For most of his career, consultant Lea of Conway has supported physicians, clinics, outpatient surgery centers, and hospitals across the Mid-South as they navigate the healthcare marketplace. He helps medical practices find appropriate solutions for protecting patient information in compliance with HIPAA, with risk management, and with patient engagement and retention. His practice also provides a suite of marketing and communication services including web design, social media promotions, media communications, branding, app design, and more.

Lea has written guest columns for the healthcare section of TalkBusiness and Politics. In 2016, Ancil published an ebook, CYBER WAR: Securing Patient Health Information in Today’s Electronic Environment, endorsed and promoted by the Arkansas Medical Society.

Ancil’s latest project is a book, Common Grounds: An Entrepreneurial Guide to the Coffee Shop Office, a reflection on his experiences, insights, and successes while engaging clients and working from coffee shops such as Blue Sail in Conway. The book was an outgrowth of both his personable nature and his business model as an independent consultant.

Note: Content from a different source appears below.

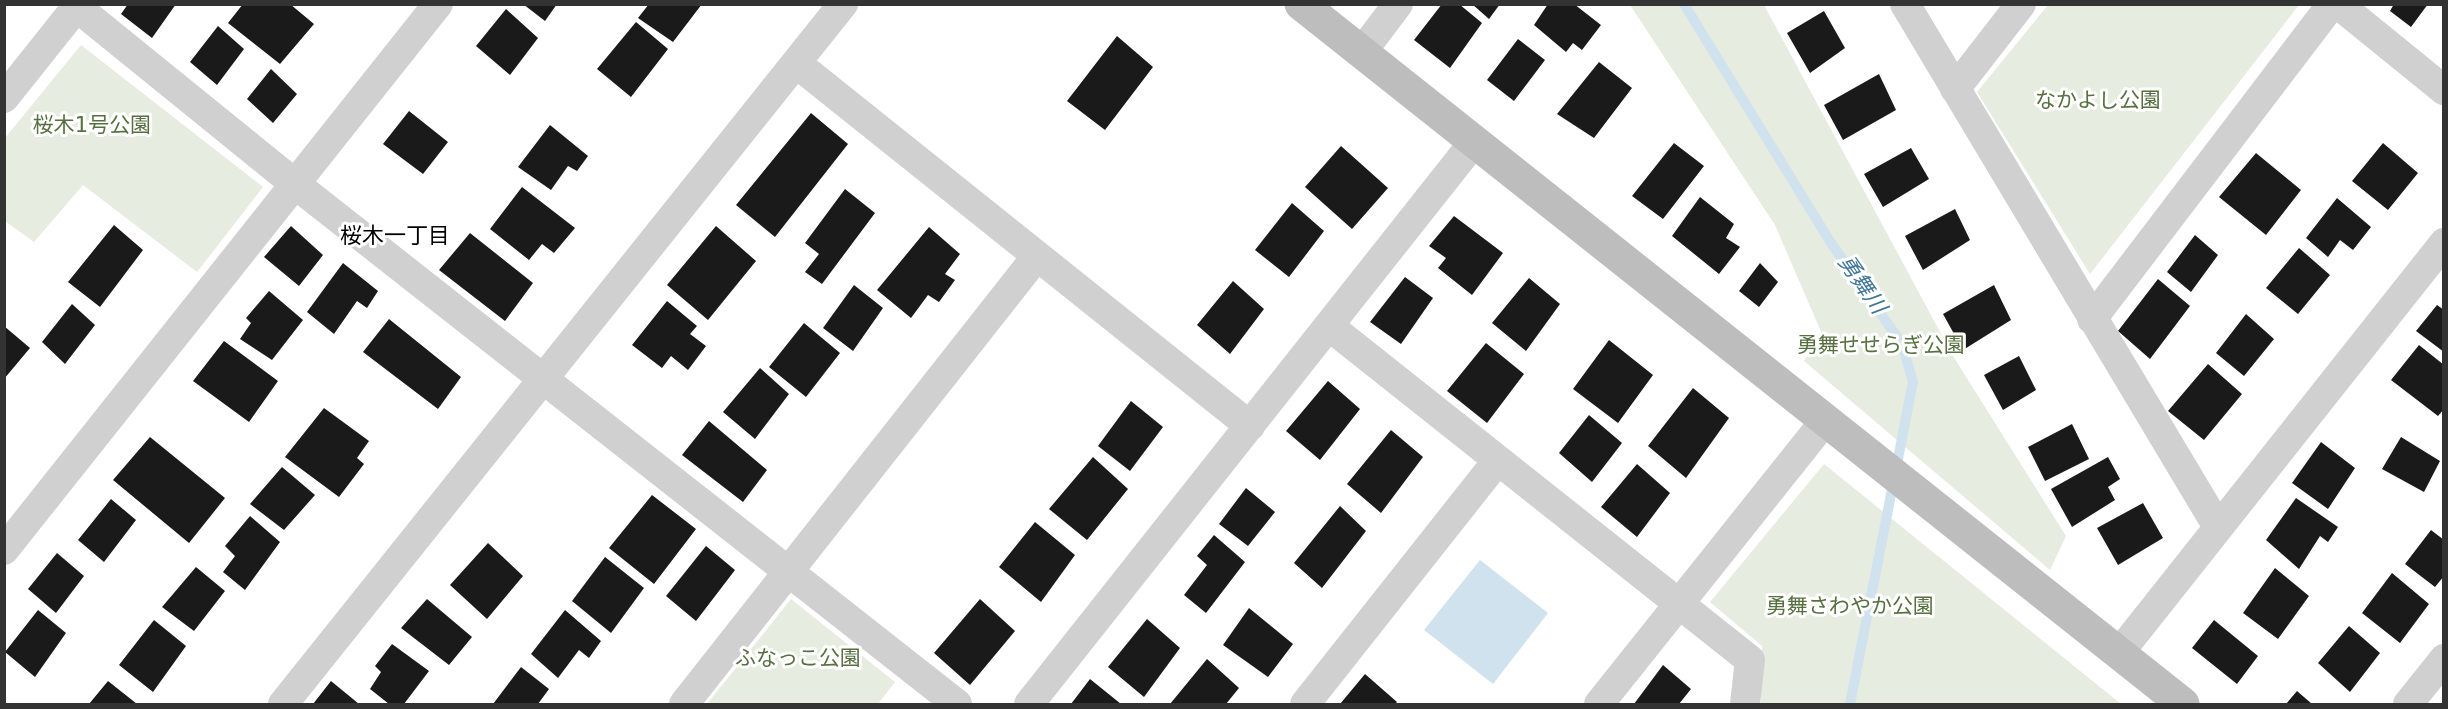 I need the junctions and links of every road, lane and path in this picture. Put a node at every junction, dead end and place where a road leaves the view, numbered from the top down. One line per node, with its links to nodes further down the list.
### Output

The forward to Common Grounds is written by Dr. Jeff D. Standridge, author of The Innovator’s Field Guide, whose bio includes serving as “chief catalyst” for The Conductor, UCA’s entrepreneurship center.  Standridge observes, “one overarching characteristic that Ancil lives out daily…is his innate ability to build and maintain strong relationships. I think that is at last one of the reasons he identifies so well with the modern coffee shop.”

“Ancil and his team have compiled stories, thoughts and other musings on life in the local coffee shop office. From the perspectives of the college student and young professional, to the solo practitioner, seasoned business executive, and the barista, Common Grounds has it all.”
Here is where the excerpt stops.